PAH Emission Within Lyman Alpha Blobs
James W. Colbert, Claudia Scarlata, Harry Teplitz, Paul Francis,, Povilas Palunas, Gerard M. Williger, and Bruce Woodgate

TL;DR
This study uses Spitzer and IRS observations to analyze the infrared properties of Lyman Alpha Blobs at z=2.38-3.09, revealing diverse energy sources including star formation and AGN activity, with most LAB counterparts being star-forming and massive.
Contribution
First detailed infrared spectral analysis of LABs showing the coexistence of star formation and AGN activity, highlighting their diverse energy sources.
Findings
~60% of LAB counterparts are star formation dominated.
Approximately 2/3 of LABs have bolometric output from star formation.

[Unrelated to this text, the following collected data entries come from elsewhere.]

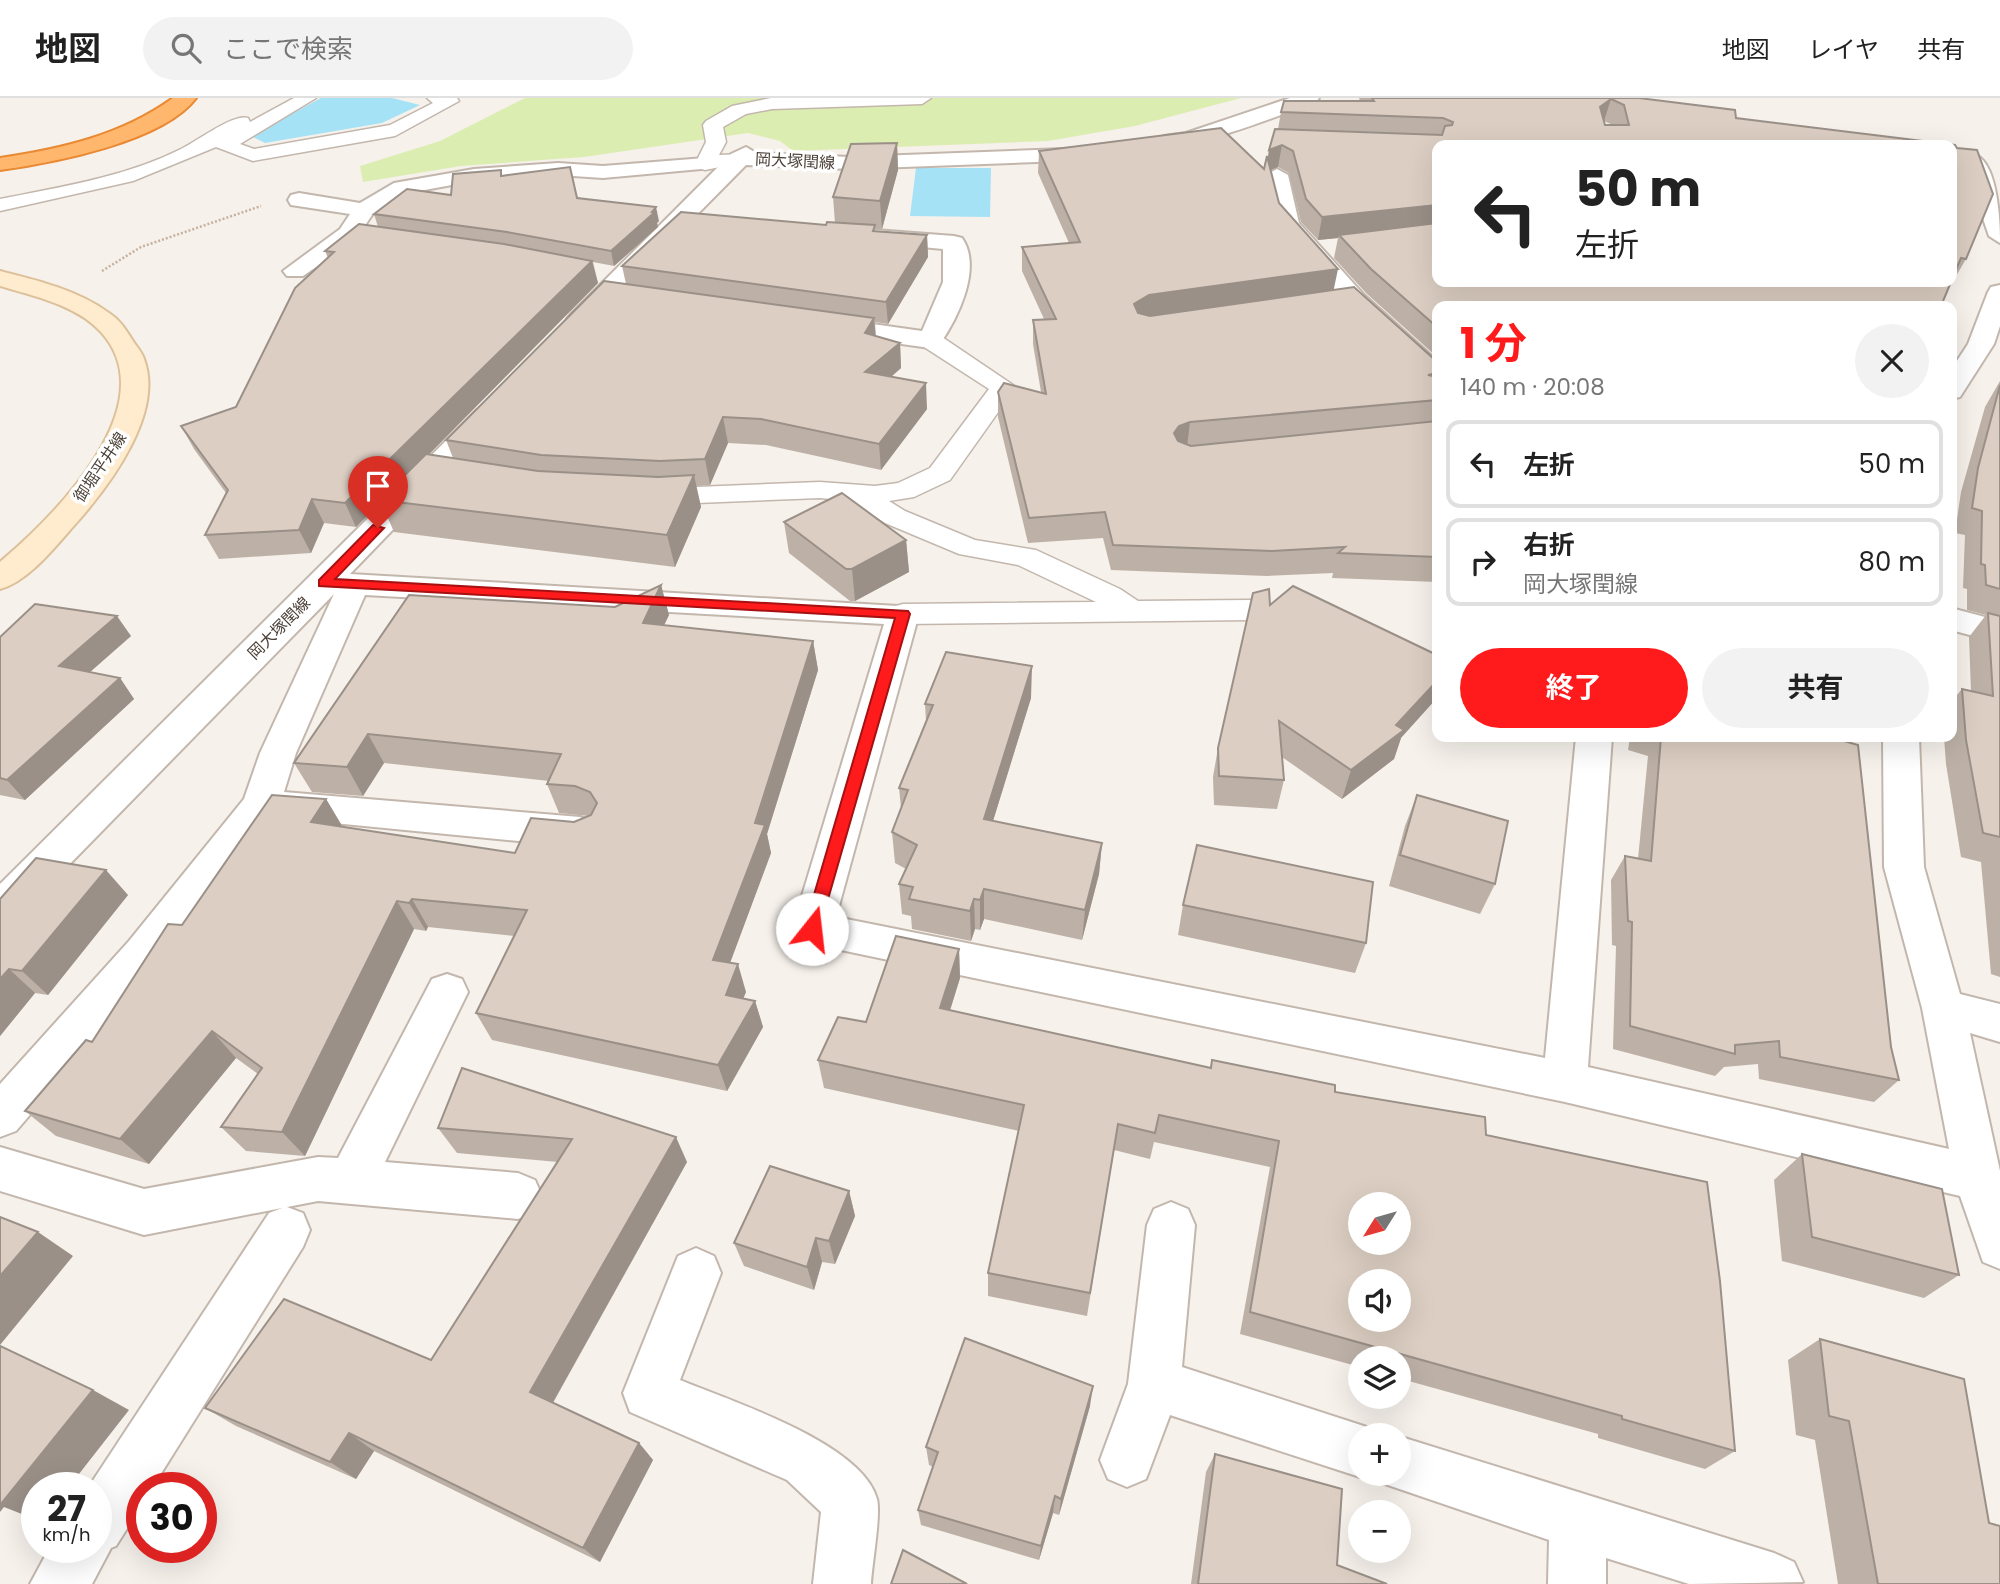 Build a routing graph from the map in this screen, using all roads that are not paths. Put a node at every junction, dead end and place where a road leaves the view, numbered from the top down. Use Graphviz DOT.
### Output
graph roads {
  1 [pos="163,98"];
  2 [pos="186,98"];
  3 [pos="271,98"];
  4 [pos="307,98"];
  5 [pos="436,98"];
  6 [pos="922,98"];
  7 [pos="1309,98"];
  8 [pos="1188,139"];
  9 [pos="225,140"];
  10 [pos="1156,141"];
  11 [pos="1243,141"];
  12 [pos="1117,149"];
  13 [pos="0,156"];
  14 [pos="742,156"];
  15 [pos="1962,159"];
  16 [pos="705,163"];
  17 [pos="0,164"];
  18 [pos="2000,164"];
  19 [pos="1277,175"];
  20 [pos="299,200"];
  21 [pos="0,205"];
  22 [pos="364,210"];
  23 [pos="858,236"];
  24 [pos="2000,236"];
  25 [pos="1336,248"];
  26 [pos="1310,251"];
  27 [pos="295,271"];
  28 [pos="0,278"];
  29 [pos="2000,292"];
  30 [pos="1356,300"];
  31 [pos="1329,304"];
  32 [pos="794,321"];
  33 [pos="566,334"];
  34 [pos="1957,338"];
  35 [pos="930,340"];
  36 [pos="1991,347"];
  37 [pos="1432,370"];
  38 [pos="1957,384"];
  39 [pos="501,402"];
  40 [pos="856,492"];
  41 [pos="627,496"];
  42 [pos="0,579"];
  43 [pos="339,584"];
  44 [pos="1250,610"];
  45 [pos="1133,613"];
  46 [pos="903,614"];
  47 [pos="1957,621"];
  48 [pos="2000,632"];
  49 [pos="1594,742"];
  50 [pos="1901,742"];
  51 [pos="261,804"];
  52 [pos="586,833"];
  53 [pos="0,910"];
  54 [pos="447,992"];
  55 [pos="1943,1008"];
  56 [pos="2000,1023"];
  57 [pos="1564,1082"];
  58 [pos="0,1116"];
  59 [pos="0,1169"];
  60 [pos="1978,1178"];
  61 [pos="351,1182"];
  62 [pos="518,1196"];
  63 [pos="1171,1225"];
  64 [pos="286,1230"];
  65 [pos="2000,1245"];
  66 [pos="696,1273"];
  67 [pos="1154,1384"];
  68 [pos="1348,1446"];
  69 [pos="1127,1460"];
  70 [pos="1411,1467"];
  71 [pos="112,1501"];
  72 [pos="1578,1521"];
  73 [pos="73,1563"];
  74 [pos="1774,1582"];
  75 [pos="59,1584"];
  76 [pos="842,1584"];
  77 [pos="1577,1584"];
  1 -- 13 [label="highway"];
  2 -- 17 [label="highway"];
  3 -- 9 [label="lane"];
  4 -- 9 [label="lane"];
  5 -- 9 [label="lane"];
  6 -- 16 [label="lane"];
  7 -- 8 [label="street"];
  8 -- 10 [label="street"];
  8 -- 11 [label="street"];
  9 -- 21 [label="lane"];
  12 -- 14 [label="street, 岡大塚閏線"];
  14 -- 16 [label="lane"];
  14 -- 33 [label="street, 岡大塚閏線"];
  15 -- 18 [label="street"];
  15 -- 24 [label="street"];
  16 -- 22 [label="street"];
  19 -- 26 [label="street"];
  20 -- 22 [label="street"];
  22 -- 27 [label="street"];
  23 -- 35 [label="street"];
  25 -- 26 [label="street"];
  26 -- 30 [label="street"];
  28 -- 42 [label="street, 御堀平井線"];
  29 -- 36 [label="street"];
  30 -- 31 [label="street"];
  30 -- 37 [label="street"];
  32 -- 35 [label="street"];
  34 -- 36 [label="street"];
  35 -- 40 [label="lane"];
  36 -- 38 [label="street"];
  39 -- 43 [label="street, 岡大塚閏線"];
  40 -- 41 [label="lane"];
  40 -- 45 [label="lane"];
  43 -- 46 [label="street"];
  43 -- 51 [label="street"];
  43 -- 53 [label="street, 岡大塚閏線"];
  44 -- 45 [label="lane"];
  45 -- 46 [label="lane"];
  46 -- 57 [label="street"];
  47 -- 48 [label="street"];
  49 -- 57 [label="street"];
  50 -- 55 [label="street"];
  51 -- 52 [label="street"];
  51 -- 58 [label="street"];
  54 -- 61 [label="street"];
  55 -- 56 [label="street"];
  55 -- 60 [label="street"];
  57 -- 60 [label="street"];
  59 -- 61 [label="street"];
  60 -- 65 [label="street"];
  61 -- 62 [label="street"];
  63 -- 67 [label="street"];
  64 -- 71 [label="street"];
  66 -- 76 [label="street"];
  67 -- 68 [label="street"];
  67 -- 69 [label="street"];
  70 -- 72 [label="street"];
  72 -- 74 [label="street"];
  72 -- 77 [label="street"];
  73 -- 75 [label="street"];
}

Most LAB counterparts are massive, around 10^11 solar masses.
Abstract
We present Spitzer observations of Lya Blobs (LAB) at z=2.38-3.09. The mid-infrared ratios (4.5/8um and 8/24um) indicate that ~60% of LAB infrared counterparts are cool, consistent with their infrared output being dominated by star formation and not active galactic nuclei (AGN). The rest have a substantial hot dust component that one would expect from an AGN or an extreme starburst. Comparing the mid-infrared to submillimeter fluxes (~850um or rest frame far infrared) also indicates a large percentage (~2/3) of the LAB counterparts have total bolometric energy output dominated by star formation, although the number of sources with sub-mm detections or meaningful upper limits remains small (~10). We obtained Infrared Spectrograph (IRS) spectra of 6 infrared-bright sources associated with LABs. Four of these sources have measurable polycyclic aromatic hydrocarbon (PAH) emission features,…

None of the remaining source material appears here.